Copy exactly the run of lines that begins at the line with "Write the network" and ends at the final line of the entries.
########
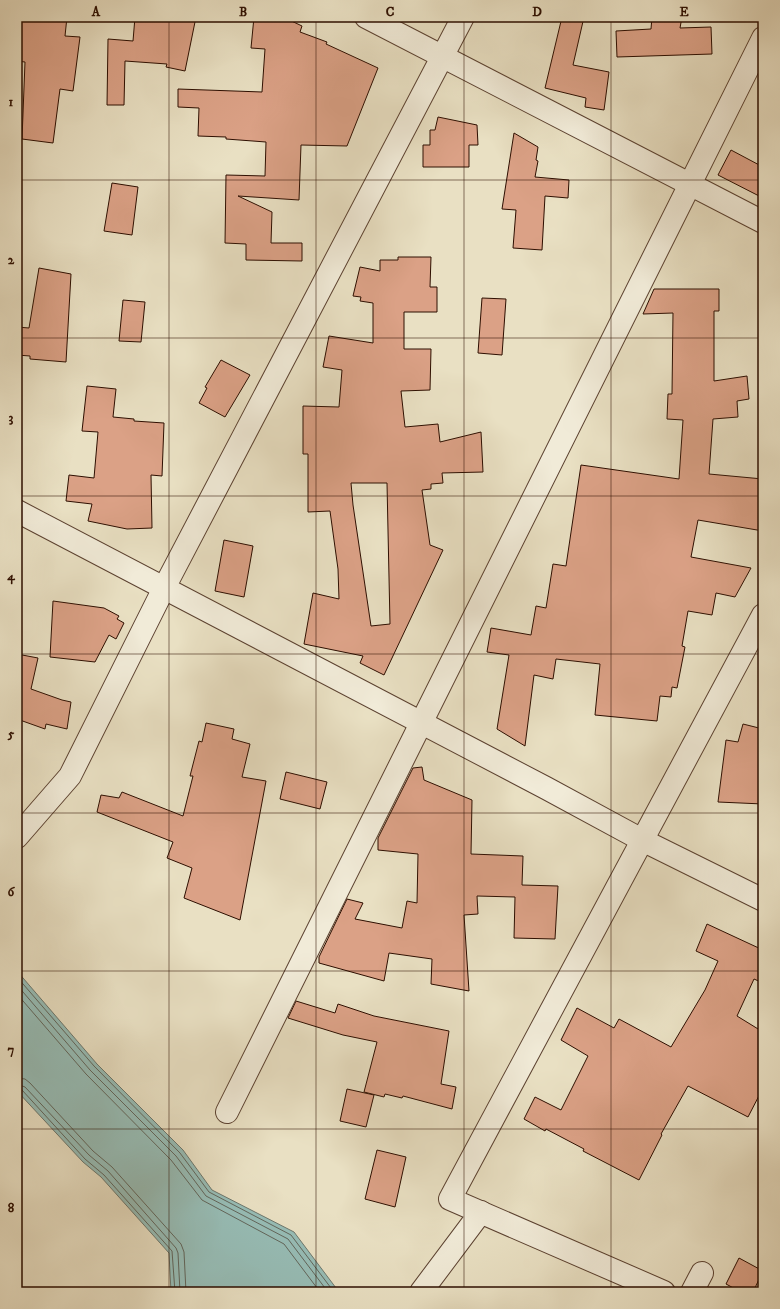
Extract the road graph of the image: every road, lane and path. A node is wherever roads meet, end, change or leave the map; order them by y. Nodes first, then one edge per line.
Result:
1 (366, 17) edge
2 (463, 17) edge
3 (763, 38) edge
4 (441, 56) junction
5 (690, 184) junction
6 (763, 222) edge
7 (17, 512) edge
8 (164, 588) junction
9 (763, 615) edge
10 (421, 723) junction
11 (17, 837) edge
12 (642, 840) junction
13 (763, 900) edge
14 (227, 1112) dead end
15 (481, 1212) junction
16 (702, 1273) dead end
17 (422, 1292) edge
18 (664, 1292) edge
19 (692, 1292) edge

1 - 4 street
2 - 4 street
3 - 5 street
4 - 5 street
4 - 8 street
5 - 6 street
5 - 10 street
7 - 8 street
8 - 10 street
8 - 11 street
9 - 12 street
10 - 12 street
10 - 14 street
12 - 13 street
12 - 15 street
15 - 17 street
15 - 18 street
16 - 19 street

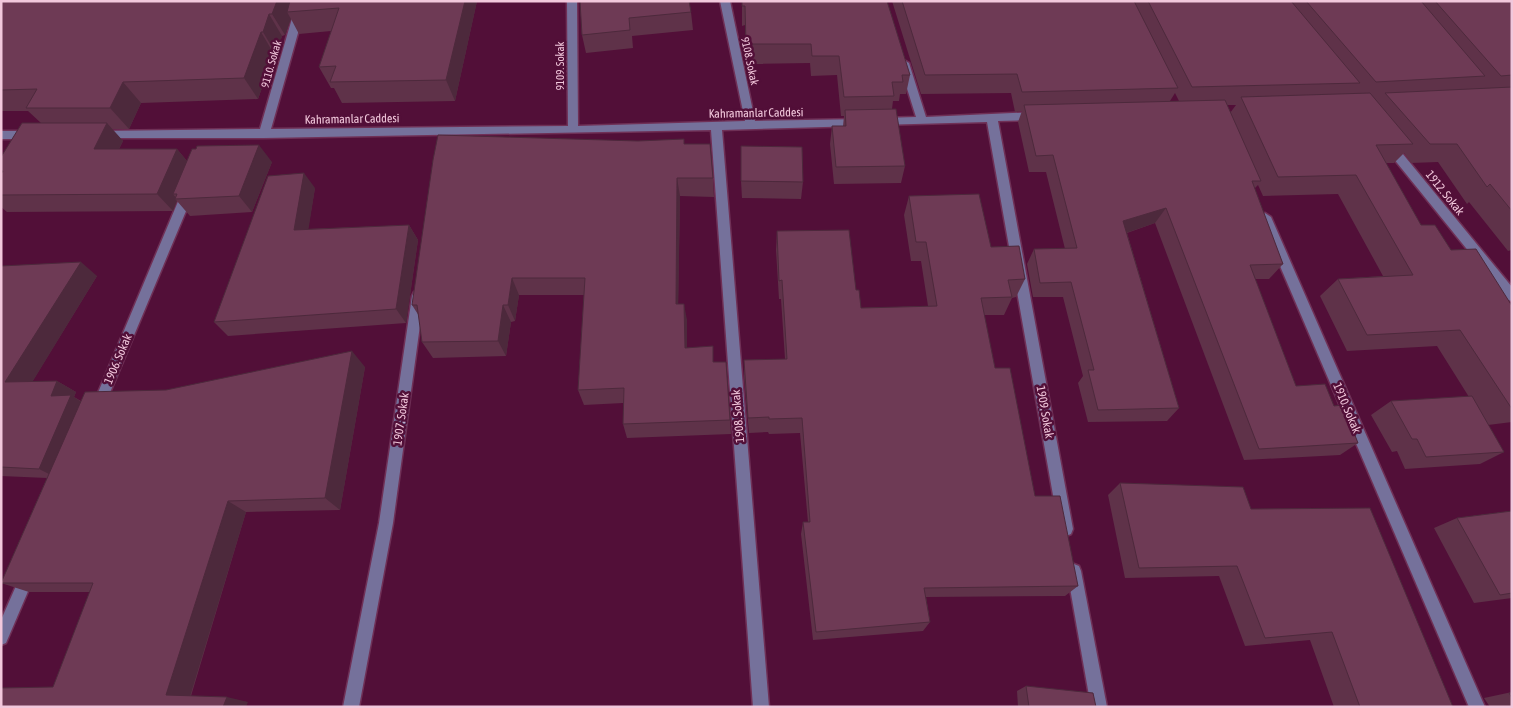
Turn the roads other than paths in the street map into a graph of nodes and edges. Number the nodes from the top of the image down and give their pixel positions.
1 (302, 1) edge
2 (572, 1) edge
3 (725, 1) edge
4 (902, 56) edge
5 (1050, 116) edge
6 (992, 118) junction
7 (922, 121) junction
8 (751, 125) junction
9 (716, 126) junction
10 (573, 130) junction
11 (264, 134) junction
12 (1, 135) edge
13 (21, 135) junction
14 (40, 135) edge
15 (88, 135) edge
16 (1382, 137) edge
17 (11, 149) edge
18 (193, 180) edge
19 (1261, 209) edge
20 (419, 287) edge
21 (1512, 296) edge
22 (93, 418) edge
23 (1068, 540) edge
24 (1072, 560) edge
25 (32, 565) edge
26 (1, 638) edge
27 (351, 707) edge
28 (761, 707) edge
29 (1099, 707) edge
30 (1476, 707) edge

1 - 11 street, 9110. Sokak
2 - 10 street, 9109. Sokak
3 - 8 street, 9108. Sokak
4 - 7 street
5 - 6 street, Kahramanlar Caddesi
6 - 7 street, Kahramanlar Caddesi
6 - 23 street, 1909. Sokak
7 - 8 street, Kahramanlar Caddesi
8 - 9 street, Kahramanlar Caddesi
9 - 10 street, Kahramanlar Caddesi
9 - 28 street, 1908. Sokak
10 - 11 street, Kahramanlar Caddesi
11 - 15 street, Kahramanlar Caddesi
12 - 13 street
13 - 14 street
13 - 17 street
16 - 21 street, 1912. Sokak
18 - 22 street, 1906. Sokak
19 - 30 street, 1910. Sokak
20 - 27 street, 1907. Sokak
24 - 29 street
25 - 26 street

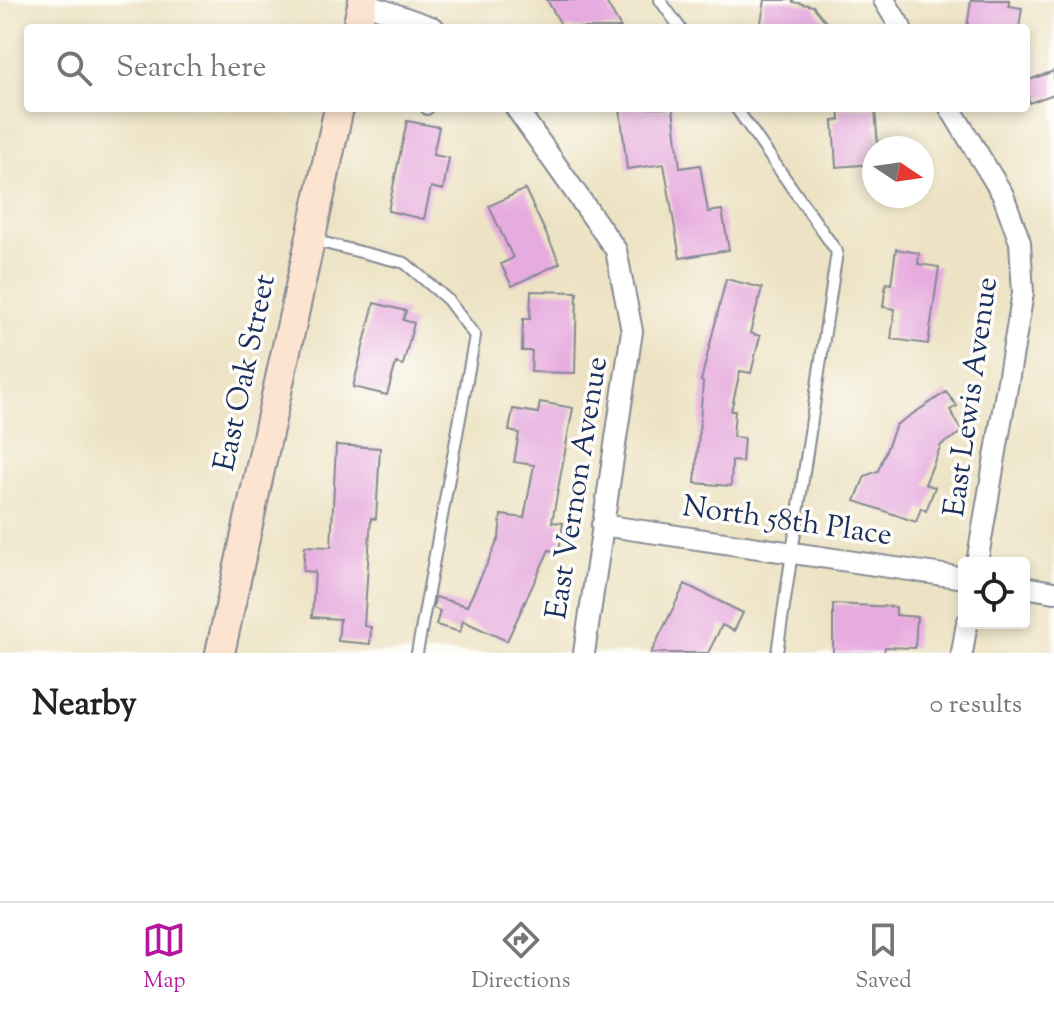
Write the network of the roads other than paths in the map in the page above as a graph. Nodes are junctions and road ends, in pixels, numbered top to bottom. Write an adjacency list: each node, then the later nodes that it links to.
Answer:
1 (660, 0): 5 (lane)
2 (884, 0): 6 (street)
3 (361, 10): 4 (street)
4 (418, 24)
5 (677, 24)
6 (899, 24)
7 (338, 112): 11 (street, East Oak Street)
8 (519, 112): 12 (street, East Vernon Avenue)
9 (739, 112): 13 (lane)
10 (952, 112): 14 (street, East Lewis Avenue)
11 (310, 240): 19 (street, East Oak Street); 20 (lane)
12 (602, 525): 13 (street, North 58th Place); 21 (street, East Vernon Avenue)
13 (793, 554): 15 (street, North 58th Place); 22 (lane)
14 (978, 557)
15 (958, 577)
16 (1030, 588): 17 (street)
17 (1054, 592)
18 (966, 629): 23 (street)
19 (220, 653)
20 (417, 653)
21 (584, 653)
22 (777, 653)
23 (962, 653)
########
### Exercise result
Write the network of the roads other than paths in the map in the page above as a graph. Nodes are junctions and road ends, in pixels, numbered top to bottom. Write an adjacency list: each node, then the later nodes that it links to.
Answer:
1 (660, 0): 5 (lane)
2 (884, 0): 6 (street)
3 (361, 10): 4 (street)
4 (418, 24)
5 (677, 24)
6 (899, 24)
7 (338, 112): 11 (street, East Oak Street)
8 (519, 112): 12 (street, East Vernon Avenue)
9 (739, 112): 13 (lane)
10 (952, 112): 14 (street, East Lewis Avenue)
11 (310, 240): 19 (street, East Oak Street); 20 (lane)
12 (602, 525): 13 (street, North 58th Place); 21 (street, East Vernon Avenue)
13 (793, 554): 15 (street, North 58th Place); 22 (lane)
14 (978, 557)
15 (958, 577)
16 (1030, 588): 17 (street)
17 (1054, 592)
18 (966, 629): 23 (street)
19 (220, 653)
20 (417, 653)
21 (584, 653)
22 (777, 653)
23 (962, 653)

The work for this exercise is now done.